No surprise I got thrown off the main road to Palamos and once again had to fathom my way to the coast but when I did things became a little easier. I just needed to make us that the sea was on my left and for pretty much the rest of the day that’s exactly what I did. The cycle through Tossa and Lloret was hard work and very reminiscent of cycling along the Croatian coast (although it didn’t go on for a week). The views along the coastline were the reward and I was afforded some spectacular vantage points where I could pause and simple stare into the distance. At one of these panoramic viewing points I consulted Google just out of interest to see how many kilometres it would be to Barcelona. I guessed perhaps 30 or 40. The Internet ticked away for a few moments as the route was being calculated… 95km. It was already past 2pm and I had already committed myself to being in the Catalan capital by booking a (non-refundable) hotel room as well as arranging to meet fellow cyclist Lewis at 8:30pm.
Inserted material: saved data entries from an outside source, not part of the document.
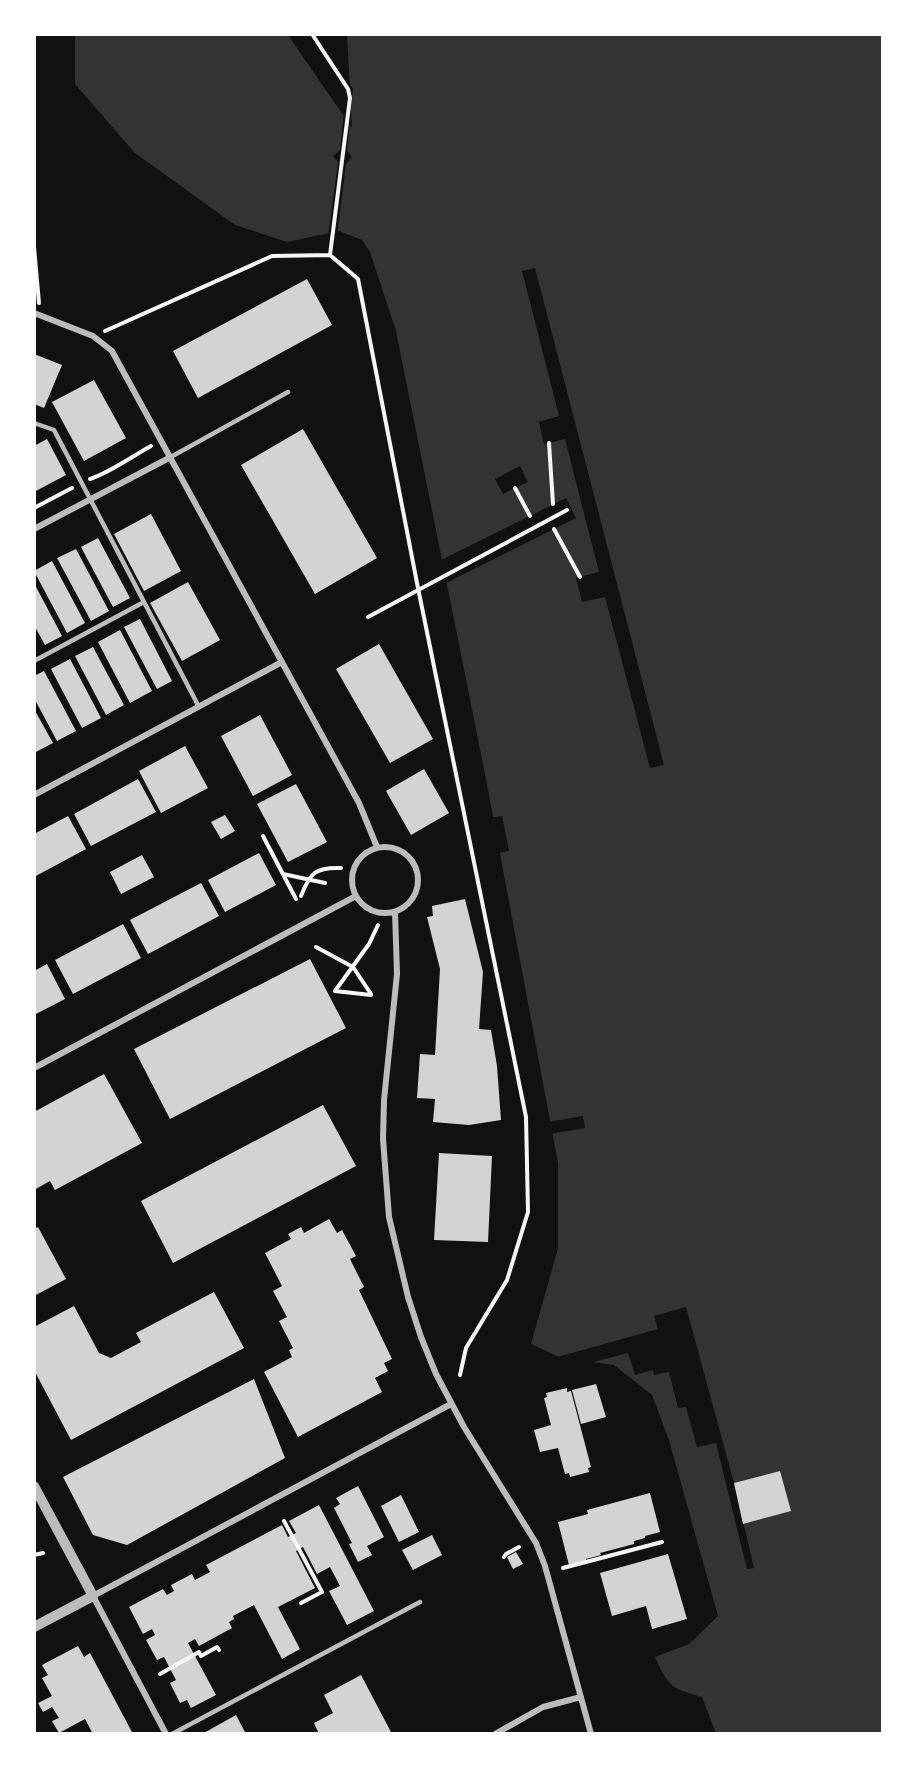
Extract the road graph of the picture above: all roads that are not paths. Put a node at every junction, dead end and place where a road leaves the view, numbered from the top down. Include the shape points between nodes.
1 (37, 314) edge
2 (288, 392) dead end
3 (34, 423) edge
4 (169, 458) junction
5 (92, 499) junction
6 (34, 529) edge
7 (144, 602) junction
8 (34, 661) edge
9 (282, 662) junction
10 (199, 707) junction
11 (34, 795) edge
12 (377, 848) junction
13 (356, 896) junction
14 (395, 912) junction
15 (34, 1068) edge
16 (451, 1404) junction
17 (34, 1486) edge
18 (93, 1596) junction
19 (420, 1602) dead end
20 (34, 1627) edge
21 (581, 1697) junction
22 (166, 1734) edge
23 (172, 1734) edge
24 (495, 1734) edge
25 (591, 1734) edge

1 - 4 street via 93,336 112,351
2 - 4 lane
3 - 5 lane via 54,430
4 - 5 street
4 - 9 street
5 - 6 street
5 - 7 lane
7 - 8 lane
7 - 10 lane
9 - 10 street
9 - 12 street via 359,803
10 - 11 street
12 - 13 street via 368,851 355,866 352,886
12 - 14 street via 398,849 407,854 418,872 417,892 412,901
13 - 14 street via 368,909
13 - 15 street
14 - 16 street via 397,974 383,1139 389,1218 421,1337
16 - 18 street
16 - 21 street via 536,1543
17 - 18 street
18 - 20 street
18 - 22 street
19 - 23 lane
21 - 24 street via 543,1707
21 - 25 street

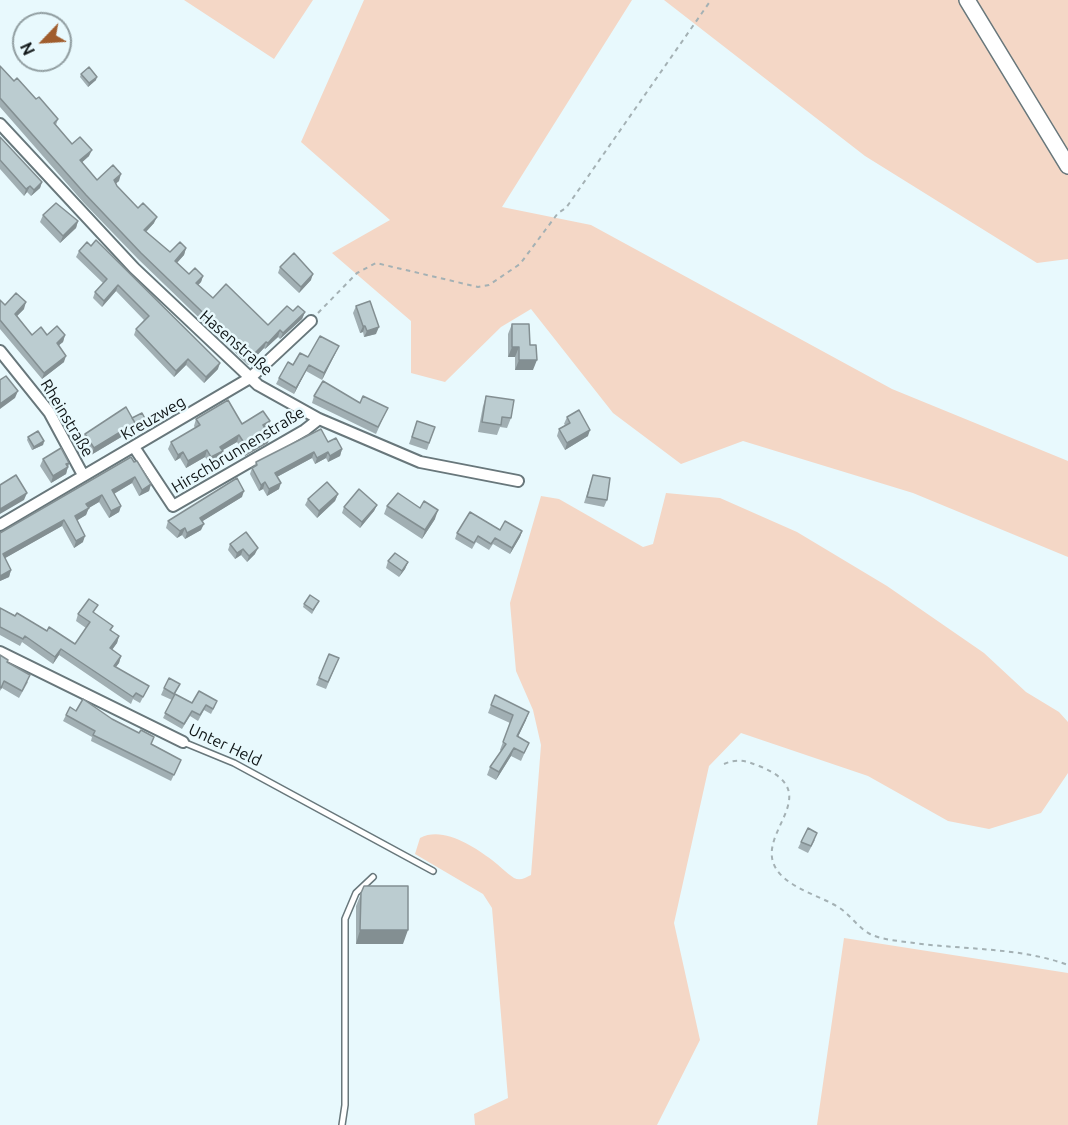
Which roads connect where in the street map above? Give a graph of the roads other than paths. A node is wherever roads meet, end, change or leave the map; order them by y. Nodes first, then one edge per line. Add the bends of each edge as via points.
1 (967, 0) edge
2 (0, 124) edge
3 (1068, 166) edge
4 (311, 321) road end
5 (1, 354) edge
6 (250, 378) junction
7 (319, 419) junction
8 (134, 447) junction
9 (83, 476) junction
10 (518, 481) dead end
11 (0, 525) edge
12 (0, 652) edge
13 (183, 742) joint
14 (433, 871) dead end
15 (373, 877) dead end
16 (342, 1125) edge

1 - 3 main road
2 - 6 street, Hasenstraße via 134,268
4 - 6 street, Kreuzweg
5 - 9 street, Rheinstraße via 43,402
6 - 7 street, Hasenstraße
6 - 8 street, Kreuzweg
7 - 8 street, Hirschbrunnenstraße via 173,506
7 - 10 street, Hasenstraße via 428,464
8 - 9 street, Kreuzweg
9 - 11 street, Kreuzweg
12 - 13 street, Unter Held
13 - 14 lane, Unter Held via 234,763
15 - 16 lane via 356,893 345,919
It was a relief to escape Lloret and finally get onto the long flat road to Barcelona and I was delighted to find that I could easily clock up speeds of 30km/hr. This might mean that I could reach the city before 6:30pm. On and on I cycled and the kilometres were gradually chipped away. After Mataró traffic lights started to hold me up slightly but they were only once every kilometre or so. Then I arrived in Badalona, the town just to the north of Barcelona and a place that appears to have been built simply to prevent any cyclist from having an easy time reaching the centre of Barcelona itself. The one-way system was hell, throwing me off course and not giving me any alternative other than to join the motorway which for me clearly wasn’t an option in the first place. I resorted to pavement cycling and eventually made it to the river that separates ‘Bada’ from ‘Barce’. Then the traffic lights started. Can there be a city in the world where there are so many sets of traffic lights? New York perhaps? My money would still be on Barcelona. And every set of lights seemed to be at red for me and Reggie. I know we are in Spain and the ‘mañana’ attitudes prevails but come on! Change! How long does it take someone to cross the road? I didn’t count but I guess I must have stopped and started twenty or thirty times before reaching what I finally assumed was somewhere near the centre of Barcelona (it was actually near the Arc de Triomf) and my self-imposed deadline of 6:30pm for arriving in the city was missed by nearly one hour, despite having arrived in Badalona at well before 6pm. Deep breaths…
I arrived at what I thought was my hotel only to be told that it wasn’t my hotel by the snooty woman on reception (I don’t think she was very impressed with a bicycle being parked inside her foyer) and that I needed to continue for a few ore blocks. Second time lucky, I checked in, showered quickly and then headed over the the Sagrada Familia to meet fellow cyclist Lewis in the Michael Collins bar. If the previous night had been a night out in the English suburbs, the evening in the Michael Collins pub was a night out in Ireland. It was good to swap experiences with Lewis. He has much more to come than me as he is aiming to arrive in Athens by the end of September before he returns to University in October. After a few pints – it was actually his 21st birthday! – we exchanged best wishes and I headed off back to the hotel via a supermarket to buy an evening meal. Much to my shame it consisted of three bars of chocolate. After an at times stressful day in the saddle it was, combined with the beer, the ultimate in comfort food. I needed it.